После смерти Казагана власть перешла к его сыну Абдулле, который еще при жизни отца жил в Самарканде и теперь захотел перенести в этот город свое местопребывание; против него тогда восстали другие эмиры, и в этой борьбе он погиб. Последующие годы были для Мавераннахра временем почти беспрерывных смут и почти беспрерывной борьбы с могольскими ханами. Наиболее характерными событиями этого времени были: походы могольского хана Туклук-Тимура на Мавераннахр в 1360 и 1361 гг. и первое выступление Тимура, который с помощью хана сделался князем Шахрисябза и Карши; союз Тимура с Хусейном, внуком Казагана, и восстание против моголов; поражение Хусейна и Тимура в борьбе с моголами на Чирчике (1365 г.); в том же году народное движение в Самарканде, подавленное турецкими эмирами в 1366 г.; провозглашение ханом дервиша Кабулшаха, писавшего стихи, пользовавшиеся известностью еще в XV в.; низложение его и возведение на престол нового хана Адиль-Султана; намерение Хусейна построить для себя крепость в Балхе (1368 г.) и попытка Тимура отговорить его от этого, со ссылкой на пример его дяди Абдуллы; борьба между Хусейном и Тимуром, союз Тимура с противниками Хусейна как среди турецких эмиров, так в особенности среди мусульманского духовенства; взятие в плен и смерть Хусейна, уничтожение крепости в Балхе, перенесение столицы в Самарканд, сооружение там цитадели и городских стен (1370 г.).
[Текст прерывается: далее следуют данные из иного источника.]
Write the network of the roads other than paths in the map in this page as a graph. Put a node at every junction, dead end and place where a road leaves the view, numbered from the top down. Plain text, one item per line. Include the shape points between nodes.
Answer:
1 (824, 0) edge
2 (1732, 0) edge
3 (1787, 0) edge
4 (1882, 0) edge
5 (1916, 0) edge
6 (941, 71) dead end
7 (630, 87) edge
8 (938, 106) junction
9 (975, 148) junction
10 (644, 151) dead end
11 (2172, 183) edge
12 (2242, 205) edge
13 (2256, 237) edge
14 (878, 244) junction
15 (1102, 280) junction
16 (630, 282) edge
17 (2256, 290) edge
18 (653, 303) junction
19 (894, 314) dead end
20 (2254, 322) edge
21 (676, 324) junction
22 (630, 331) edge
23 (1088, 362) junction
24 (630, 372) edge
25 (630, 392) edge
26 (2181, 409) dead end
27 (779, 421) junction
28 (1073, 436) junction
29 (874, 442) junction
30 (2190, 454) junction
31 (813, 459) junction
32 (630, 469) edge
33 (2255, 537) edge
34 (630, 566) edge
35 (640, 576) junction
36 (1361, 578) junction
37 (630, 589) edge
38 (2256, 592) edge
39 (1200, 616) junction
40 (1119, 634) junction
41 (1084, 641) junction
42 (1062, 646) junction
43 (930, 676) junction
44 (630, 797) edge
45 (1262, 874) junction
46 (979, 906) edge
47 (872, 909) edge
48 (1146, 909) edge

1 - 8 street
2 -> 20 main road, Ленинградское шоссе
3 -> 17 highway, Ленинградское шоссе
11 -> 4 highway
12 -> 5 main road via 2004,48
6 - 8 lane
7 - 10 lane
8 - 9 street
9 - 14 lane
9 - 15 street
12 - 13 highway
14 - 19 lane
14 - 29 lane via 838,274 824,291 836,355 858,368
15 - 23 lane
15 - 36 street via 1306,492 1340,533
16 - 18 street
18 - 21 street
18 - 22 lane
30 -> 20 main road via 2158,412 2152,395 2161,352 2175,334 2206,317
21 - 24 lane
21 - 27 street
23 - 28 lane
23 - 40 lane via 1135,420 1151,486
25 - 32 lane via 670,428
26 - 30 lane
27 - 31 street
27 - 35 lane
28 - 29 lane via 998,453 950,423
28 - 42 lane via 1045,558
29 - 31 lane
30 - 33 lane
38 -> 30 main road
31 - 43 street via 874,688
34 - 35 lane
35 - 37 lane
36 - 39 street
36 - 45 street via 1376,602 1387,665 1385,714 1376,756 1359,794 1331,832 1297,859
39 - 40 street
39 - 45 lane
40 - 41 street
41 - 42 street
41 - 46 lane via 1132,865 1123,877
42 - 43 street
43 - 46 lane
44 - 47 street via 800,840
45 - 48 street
Таким образом, прошло всего десять лет от первого выступления Тимура до подчинения ему всего Мавераннахра. Об обстоятельствах, содействовавших его возвышению, пока можно установить следующее. Официальная история сообщает точную дату рождения Тимура (вторник 25 шабана 736/9 апреля 1336 г., год мыши), имя его отца (эмир, или «нойон», Тарагай) и матери (Текина-хатун), но ничего не говорит о событиях его жизни до 1360 г.; автор составленной для Тимура турецкой стихотворной хроники утверждал, будто многие события, особенно относящиеся к началу его деятельности, не были внесены в хронику по желанию самого Тимура, так как они показались бы невероятными читателям. Из рассказов Клавихо и Ибн Арабшаха можно заключить, что молчание официальной хроники объясняется другими причинами; подобно Чингиз-хану, Тимур начал свою деятельность в качестве атамана шайки разбойников, вероятно, в смутные годы после смерти Казагана. В рассказах о правлении Казагана совершенно не упоминаются ни Тимур, ни отец его Тарагай, несмотря на то, что у Тарагая были связи со знатными эмирами как Мавераннахра, так и Моголистана и что этими связями впоследствии воспользовался Тимур.
Тарагай происходил из рода барласов, владевшего долиной Кашка-Дарьи, т.е. Кешем (Шахрисябзом) и Несефом (Карши); главой рода и князем Кеша был не Тарагай, а другой представитель рода, Хаджи. Автор первой редакции Зафар-намэ, Низам ад-дин Шами, называет Хаджи «братом» Тимура; но это выражение, по-видимому, надо понимать только в смысле принадлежности к одному роду; в таком же смысле названы «братьями» Тимура некоторые другие военачальники из барласов. По генеалогии, приведенной в Зафар-намэ Шереф ад-дина, общим предком Тимура и Хаджи был только Карачар, современник Чингиз-хана и Чагатая. Известно, что Карачару, названному у Рашид ад-дина только в качествеодного из военачальников при Чагатае, историки Тимура приписывают роль полновластного правителя чагатайского улуса; то же самое говорится о сыне и внуке Карачара, лицах, совершенно не упомянутых историками дотимуровской эпохи; о представителях двух следующих поколений, жизнь которых относилась к слишком недавнему прошлому, таких легенд, очевидно, нельзя было придумать, и потому отец и дед Тимура в официальной истории являются частными людьми; о том, когда и как власть в Кеше перешла к предкам Хаджи, ничего не говорится, нет также сведений о том, в каких отношениях находились барласы и их князья к жившим в долине Кашка-Дарьи чагатайским ханам – Кебеку, Тармаширину и Казану.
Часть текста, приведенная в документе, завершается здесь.